Published December 16, 2025 | Version v1
Dataset Open

CREXWET: CREdata-Weather-Emergency-Twitter

  • 1. ROR icon Barcelona Supercomputing Center

Description

Dataset Summary

The CREXWET dataset is a multilingual corpus of Tweets annotated according to their relevance to a flash flood, or wildfire, for weather event detection. The dataset contains 627k (266k German,  223k English, 91k Spanish, 46k Catalan) unique sentences from various past flood and wildfire incidents, and some from unrelated time periods.

Supported Tasks and Leaderboards

text-classification: This dataset can be used to train models for flood and wildfire detection.

Languages

The languages included in the dataset are:
- English (`en`)
- German (`de`)
- Spanish (`es`)
- Catalan (`ca-ES`)

Dataset Structure


Data Instances
 
Each instance in the dataset contains the following fields:

- id: index id specific to this dataset.
tweet_id: id provided by Twitter/X.
language: language in sentence. Possible values: ENGLISH, GERMAN, SPANISH, CATALAN.
label: event label. Posible values: fire, flood, none.
label_quality: label quality score provided by Cleanlab.

 
Data Fields

{
  "id": "0",
  "tweet_id": "276989327442079745",
  "language": "GERMAN",
  "label": "none",
  "label_quality": "0.9916292981992856"
}

Data Splits

The dataset is split into `train` and `test` sentences, the `train` may be split to create `dev` sentences, but `test` should only be used for evaluation. The annotation of `train` sentences are machine generated, while the `test` are machine generated and then human reviewed. Crisis incidents in `train` are not in `test`. The statistics of the splits are:
 
Dataset Instances
Train 592,704
Test 34,722

 

Dataset Creation


Curation Rationale

This dataset was created to train a weather emergency detection model within the CREXDATA Project (Grant Agreement No. 101092749).

Source Data

Initial Data Collection and Normalization

The data was collected from Twitter, focusing on days prior, during, and after past floods and wildfire events in Europe and USA. For German we focused on Germany and Austria, for English on USA, for Spanish and Catalan on Spain. We also sourced data from public weather crisis datasets including CrisisLexT6, CrisisLexT26, CrisisMMD, CrisisNLP, HumAID.  
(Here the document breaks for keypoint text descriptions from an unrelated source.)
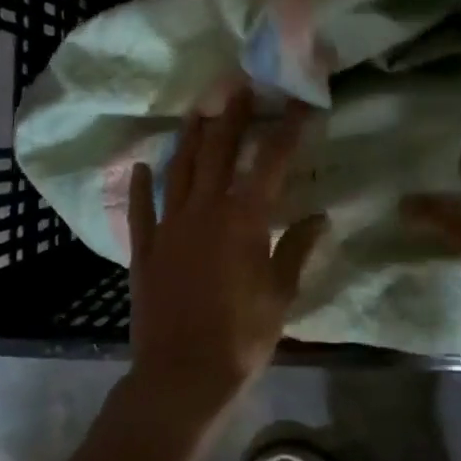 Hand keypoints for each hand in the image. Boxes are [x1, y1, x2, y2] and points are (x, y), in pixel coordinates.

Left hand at [123, 86, 326, 432]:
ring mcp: (169, 227)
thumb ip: (297, 250)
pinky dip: (141, 186)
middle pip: (218, 152)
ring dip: (188, 138)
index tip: (299, 102)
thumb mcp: (280, 295)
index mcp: (243, 219)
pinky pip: (141, 210)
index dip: (287, 129)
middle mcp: (204, 210)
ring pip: (179, 170)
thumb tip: (320, 218)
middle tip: (237, 86)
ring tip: (197, 112)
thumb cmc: (241, 337)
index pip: (271, 162)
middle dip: (230, 116)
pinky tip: (141, 167)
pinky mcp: (145, 249)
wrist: (181, 375)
Who are the source language producers?

The source language producers are users of Twitter.

Annotations

Annotation process

The `train` dataset was annotated using Phi 3.5 mini a large language model from Microsoft. The LLM was provided the prompt below, and the text to be annotated was provided in place of `<TEXT>` in the prompt:
 
Analyze the given body of text and determine whether it contains information relevant to an ongoing fire disaster, flood disaster, or neither.
The classification should be based on the presence of specific, actionable details or key indicators of relevance to such disasters.
Examine the text for mentions of fire-related or flood-related events, such as locations, impacts, safety advisories, or emergency responses.
Classify as "fire" if the text contains information about wildfires, house fires, smoke hazards, evacuation orders due to fire, or related topics.
Classify as "flood" if the text discusses water inundation, flash floods, storm surges, flood warnings, or evacuation due to flooding.
Classify as "none" if the text does not provide information relevant to either disaster or lacks actionable disaster-related content.
Texts that express sympathy, offer prayers, or request donations should also be classified as "none".
Only assign "flood" or "fire" if the relevance is clear; otherwise, default to "none".
The response should be formatted as follows:
{"classification": "[flood/fire/none]"}
Example
Input: "Evacuation orders have been issued for Riverside due to rapidly spreading wildfire near the canyon."
Output: {"classification": "fire"}
Classify:
Input: "<TEXT>"
 
Once labelled, machined-enabled label cleaning is performed using Cleanlab following their documentation. Error labels and low quality labels below 0.3 were dropped, we further re-labelled instances of `fire, flood` with label quality less than 0.7 as `none`. Our annotation and label cleaning process can be found at the repository.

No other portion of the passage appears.